For those that cannot support URIs, gml:identifier does not require the use of URIs identifying the object, so their identifiers may be represented, too.
Following this approach would also allow to get rid of the (need for a) register for object identifier namespaces as the namespaces would be URIs and the usual mechanisms for URIs would apply here. Namespace URI assignment would essentially be decentralised without the risk of conflicts.
[Related to this, Keith and I are working on a short document on the identifier/URI topic as discussed a few weeks ago on this list. We think this could become an annex of D2.5. I hope that we have a draft soon - i.e. within the next two weeks, which will mostly depend on me getting to do my tasks for it!]

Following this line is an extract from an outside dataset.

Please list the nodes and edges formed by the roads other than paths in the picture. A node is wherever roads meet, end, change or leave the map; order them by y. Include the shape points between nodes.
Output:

2. Use of existing encodings
To get INSPIRE data into use, it seems important that we do not create too many INSPIRE-specific technology requirements. However, in INSPIRE we sometimes seem to consider that INSPIRE is big enough to justify that. Two encoding examples that I have raised before, but that I would like to bring up again after looking at the 3.0rc1 versions of the BU and GE data specs.
For both, existing encodings exist and that could be used (CityGML for BU and GeoSciML for the Geology Core in GE). The underlying conceptual models have been used in the creation of the INSPIRE core models and these are mostly simple profiles of these (possibly with small extensions). That means that these established schemas could be used to encode INSPIRE data and those that can read those encodings can directly use them. If we require data providers, data users and software developers to support an INSPIRE encoding in addition to the encoding that has been developed by the international community and which other users will request, then I think we are just creating additional work for everyone.

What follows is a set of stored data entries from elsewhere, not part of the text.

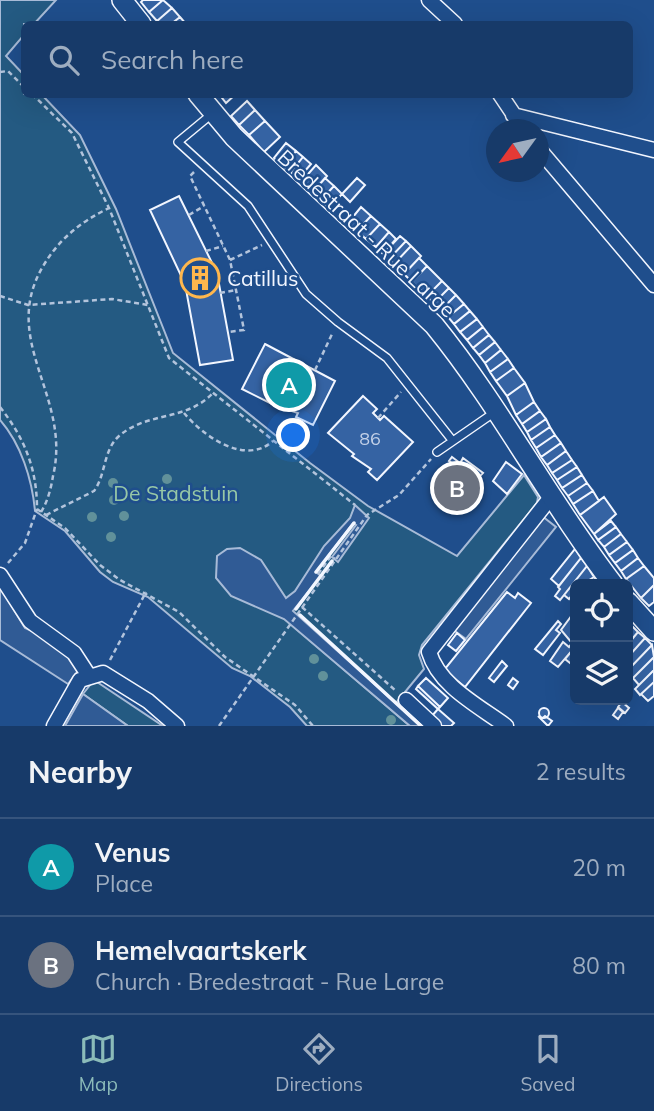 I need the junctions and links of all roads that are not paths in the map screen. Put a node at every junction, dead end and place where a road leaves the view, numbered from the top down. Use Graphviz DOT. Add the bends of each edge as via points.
graph roads {
  1 [pos="121,0"];
  2 [pos="429,0"];
  3 [pos="138,21"];
  4 [pos="452,21"];
  5 [pos="201,98"];
  6 [pos="502,98"];
  7 [pos="213,113"];
  8 [pos="513,115"];
  9 [pos="516,119"];
  10 [pos="654,150"];
  11 [pos="549,161"];
  12 [pos="654,285"];
  13 [pos="495,412"];
  14 [pos="452,440"];
  15 [pos="438,452"];
  16 [pos="551,496"];
  17 [pos="0,575"];
  18 [pos="609,579"];
  19 [pos="633,608"];
  20 [pos="654,631"];
  21 [pos="91,676"];
  22 [pos="406,700"];
  23 [pos="54,726"];
  24 [pos="177,726"];
  25 [pos="434,726"];
  26 [pos="506,726"];
  1 -- 3 [label="street"];
  2 -- 4 [label="street"];
  5 -- 7 [label="street, Bredestraat - Rue Large"];
  6 -- 8 [label="street"];
  7 -- 13 [label="street, Bredestraat - Rue Large" via="262,165 417,307 457,352"];
  7 -- 14 [label="lane" via="178,142 248,206 306,294 387,358"];
  8 -- 9 [label="street"];
  8 -- 10 [label="street"];
  11 -- 12 [label="street"];
  13 -- 14 [label="lane"];
  13 -- 16 [label="street, Bredestraat - Rue Large"];
  14 -- 15 [label="lane"];
  16 -- 18 [label="street, Bredestraat - Rue Large"];
  16 -- 26 [label="street" via="429,652 446,681"];
  17 -- 21 [label="street" via="30,621 74,653"];
  19 -- 20 [label="street"];
  21 -- 23 [label="street"];
  21 -- 24 [label="street" via="148,701"];
  22 -- 25 [label="street"];
}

I do not know, if there are other cases, but at least for these two I think in clause 9 the data specs should specify how INSPIRE data can be encoded using the existing schemas, i.e. a mapping would need to be documented and we wouldn't derive GML application schemas from the relevatn INSPIRE application schemas in UML.
I do not know, if 3.0rc1 is still the latest version or if this has been addressed already.